Zdaniem Siergieja Łukonina, szefa sektora gospodarki i polityki Chin Instytutu Gospodarki Światowej i Stosunków Międzynarodowych (IMEMO) Rosyjskiej Akademii Nauk, Rosjanie tak długo zwlekali ze stworzeniem strefy wolnego handlu i otwieraniem nowych szlaków transportowych z Chinami dlatego, że obawiali się, iż pędząca gospodarka Chin zniszczy rosyjską.
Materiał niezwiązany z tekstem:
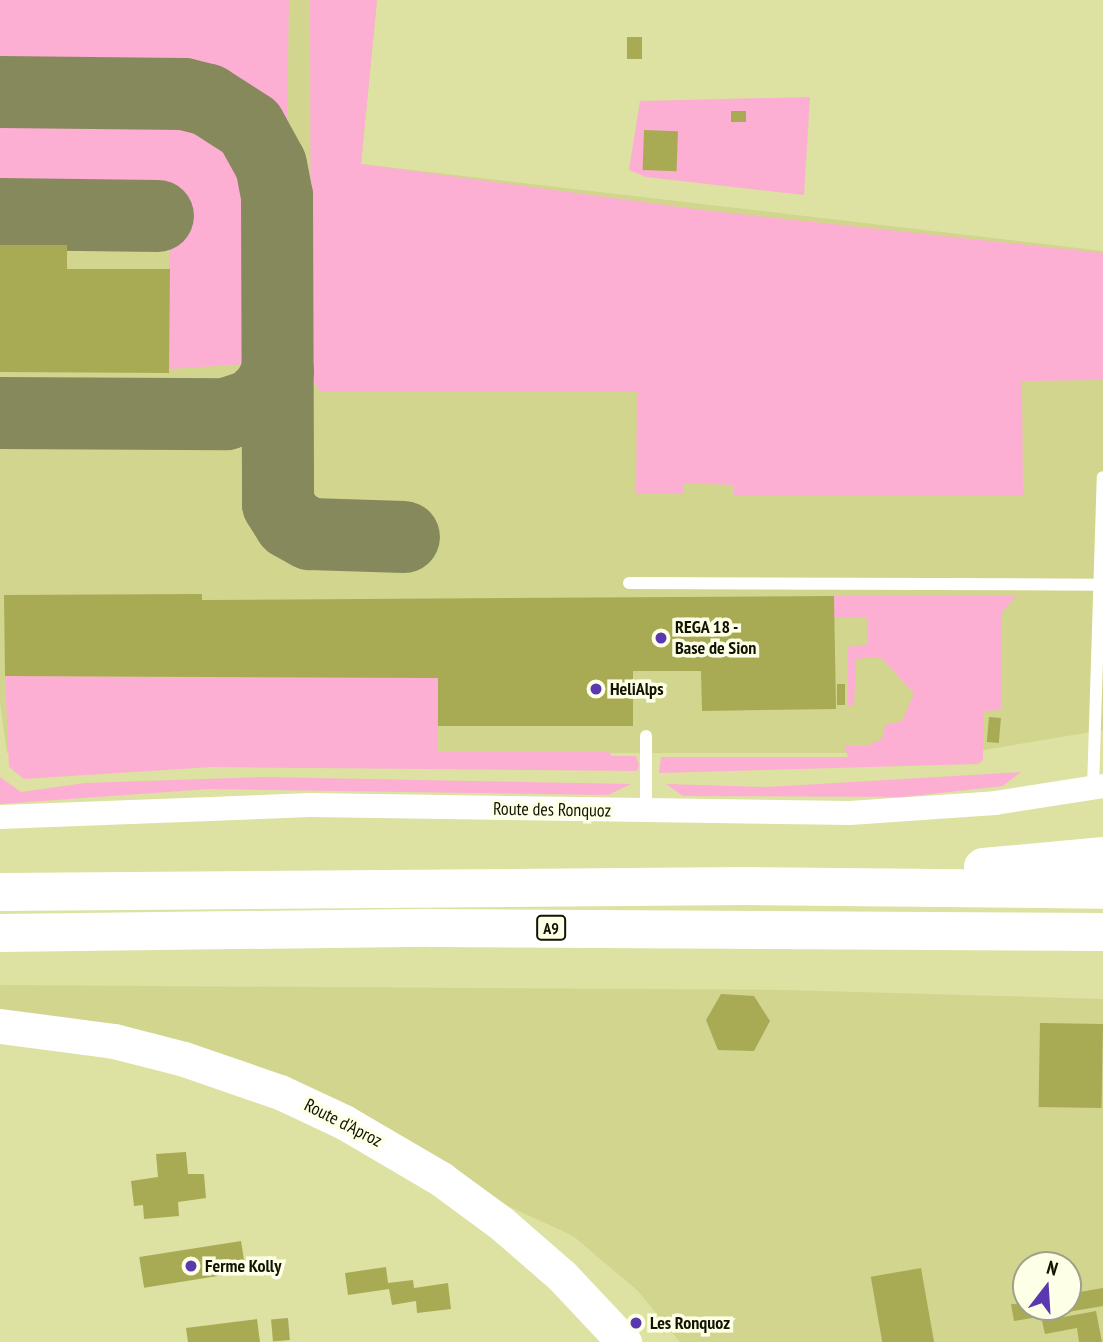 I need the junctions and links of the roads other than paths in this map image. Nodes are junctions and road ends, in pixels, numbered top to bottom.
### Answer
1 (1103, 477) edge
2 (629, 583) dead end
3 (1099, 585) junction
4 (646, 736) dead end
5 (1098, 787) edge
6 (646, 811) junction
7 (0, 817) edge
8 (1103, 856) edge
9 (746, 886) junction
10 (1103, 891) edge
11 (0, 892) edge
12 (1103, 932) edge
13 (0, 933) edge
14 (0, 1026) edge
15 (624, 1342) edge

1 - 3 lane
2 - 3 lane
3 - 5 lane
4 - 6 lane
5 - 6 street, Route des Ronquoz
6 - 7 street, Route des Ronquoz
8 - 9 highway
9 - 10 highway
9 - 11 highway
12 - 13 highway, A9
14 - 15 street, Route d'Aproz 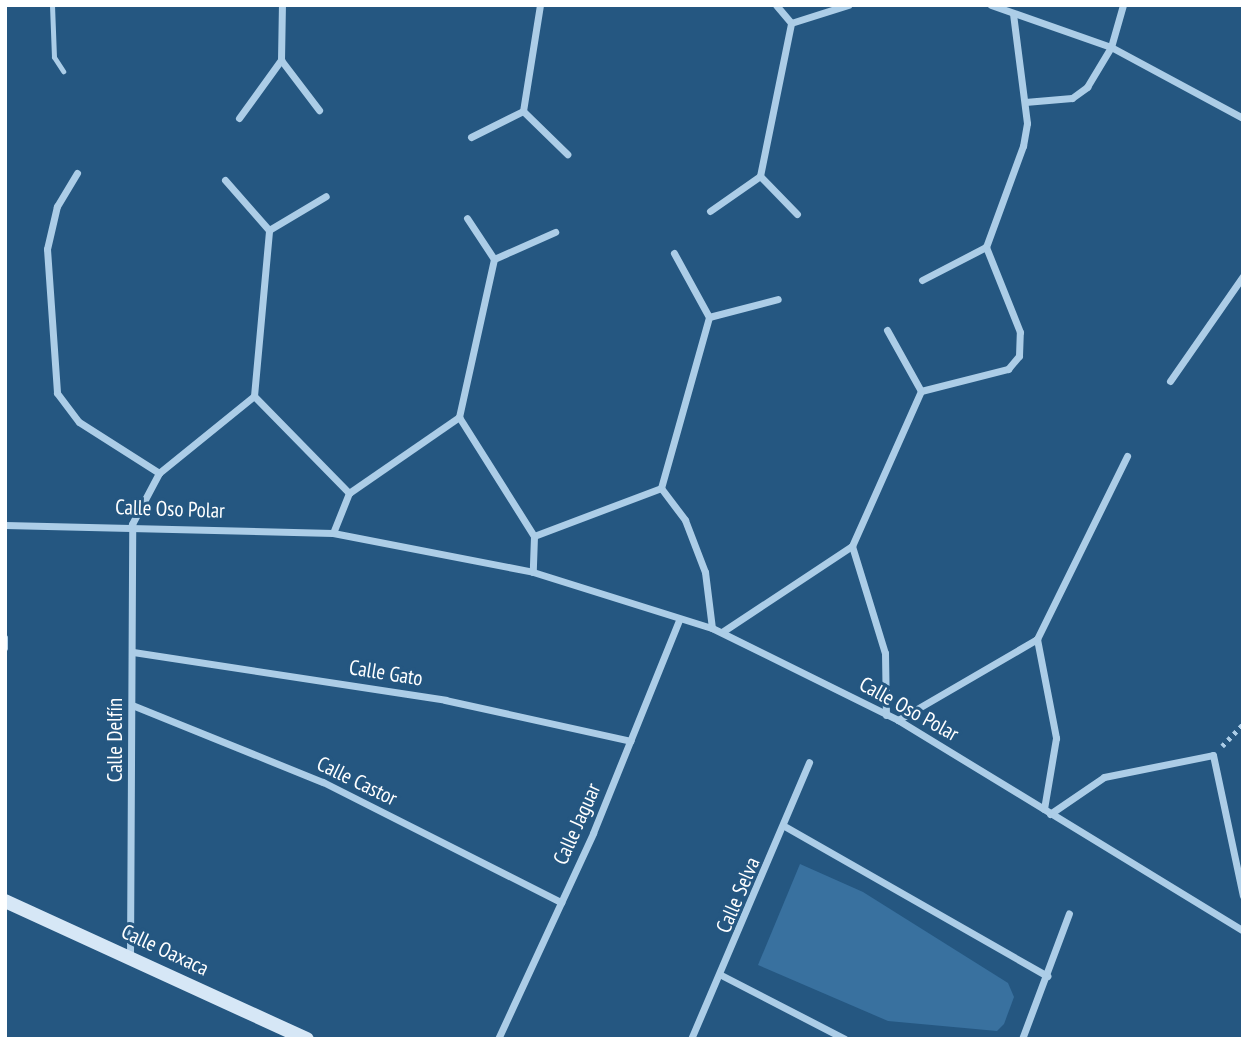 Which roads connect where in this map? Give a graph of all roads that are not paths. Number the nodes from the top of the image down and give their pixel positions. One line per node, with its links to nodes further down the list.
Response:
1 (52, 5): 12 (lane)
2 (282, 5): 11 (street)
3 (540, 5): 15 (street)
4 (776, 5): 9 (street)
5 (848, 5): 9 (street)
6 (991, 5): 8 (street)
7 (1123, 5): 10 (street)
8 (1013, 14): 10 (street); 13 (street)
9 (790, 23): 21 (street)
10 (1111, 47): 13 (street); 17 (street)
11 (281, 60): 14 (street); 16 (street)
12 (63, 71)
13 (1025, 102): 29 (street)
14 (319, 110)
15 (523, 111): 18 (street); 19 (street)
16 (239, 118)
17 (1243, 118)
18 (471, 137)
19 (567, 155)
20 (77, 173): 42 (street)
21 (760, 176): 24 (street); 25 (street)
22 (225, 180): 27 (street)
23 (326, 196): 27 (street)
24 (710, 211)
25 (797, 214)
26 (467, 218): 31 (street)
27 (270, 230): 39 (street)
28 (555, 232): 31 (street)
29 (986, 247): 33 (street); 38 (street)
30 (674, 253): 35 (street)
31 (494, 259): 40 (street)
32 (1243, 276): 37 (street)
33 (922, 280)
34 (778, 299): 35 (street)
35 (709, 317): 43 (street)
36 (887, 330): 38 (street)
37 (1170, 381)
38 (920, 391): 49 (street)
39 (254, 396): 42 (street); 44 (street)
40 (459, 418): 44 (street); 48 (street)
41 (1127, 456): 55 (street)
42 (159, 473): 45 (street)
43 (662, 488): 48 (street); 52 (street)
44 (349, 493): 47 (street)
45 (132, 524): 46 (street, Calle Oso Polar); 47 (street, Calle Oso Polar); 57 (street, Calle Delfín)
46 (5, 525)
47 (334, 533): 50 (street, Calle Oso Polar)
48 (534, 536): 50 (street)
49 (852, 546): 53 (street); 59 (street)
50 (533, 572): 51 (street, Calle Oso Polar)
51 (679, 620): 52 (street, Calle Oso Polar); 61 (street, Calle Jaguar)
52 (712, 628): 53 (street, Calle Oso Polar)
53 (722, 632): 59 (street, Calle Oso Polar)
54 (5, 637): 56 (lane)
55 (1037, 639): 60 (street); 63 (street)
56 (5, 648)
57 (133, 652): 58 (street, Calle Delfín); 61 (street, Calle Gato)
58 (132, 705): 67 (street, Calle Castor); 70 (street, Calle Delfín)
59 (887, 715): 60 (street, Calle Oso Polar)
60 (898, 720): 63 (street, Calle Oso Polar)
61 (631, 741): 67 (street, Calle Jaguar)
62 (809, 762): 64 (street, Calle Selva)
63 (1047, 811): 65 (street); 69 (street, Calle Oso Polar)
64 (786, 827): 71 (street, Calle Selva); 72 (street)
65 (1243, 895)
66 (5, 901): 70 (street, Calle Oaxaca)
67 (561, 902): 74 (street, Calle Jaguar)
68 (1069, 913): 72 (street)
69 (1243, 931)
70 (130, 956): 73 (street, Calle Oaxaca)
71 (723, 976): 75 (street, Calle Selva); 76 (street)
72 (1047, 976): 77 (street)
73 (307, 1039)
74 (498, 1039)
75 (691, 1039)
76 (845, 1039)
77 (1023, 1039)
– Pełne otwarcie granic dla przewoźników obu krajów zwiększy obrót towarów Rosji i Chin do poziomu 100 mld dolarów. W najlepszym okresie obu krajom udało się osiągnąć liczbę 92 mld dolarów. W czasie kryzysu – ledwie 68 mld – wylicza ekspert. Dodaje, że “teraz jednak realia gospodarcze są nieco inne i stąd potrzeba stworzenia nowych porozumień”.

…i kolejowych z Chin

Nowego porozumienia obawiają się również przewoźnicy kolejowi. Chodzi o to, że kolej w każdej chińskiej prowincji gra znaczącą rolę, ale w strefach portowych jej rozwój jest znikomy. Transport ładunków w takiej sytuacji przejmują przewoźnicy drogowi. Dla przykładu, w 2005 r. 40-krotne przeciążenie transportu drogowego odnotowano w takich strefach jak Tybet, Tiencin i Szanghaj. W 2015 roku takie przeciążenie odnotowano już i w Pekinie oraz Chongqing, a trzydziestokrotne także  w Hunan, Anhui i Guangdong.

Transport drogowy jest w Chinach jednym z najdroższych rodzajów transportu i mimo to w ciągu ostatnich 10 lat jego wykorzystanie wzrosło o 148 proc., z 13,4 mld ton do 33,28 mld ton. Uwzględniając, że tendencja wzrostowa utrzyma się jeszcze bardzo długo, co ma też zapewnić trasa Dalian-Nowosybirsk, udział transportu kolejowego Chin w przewozach może się zmniejszać w przyśpieszonym tempie.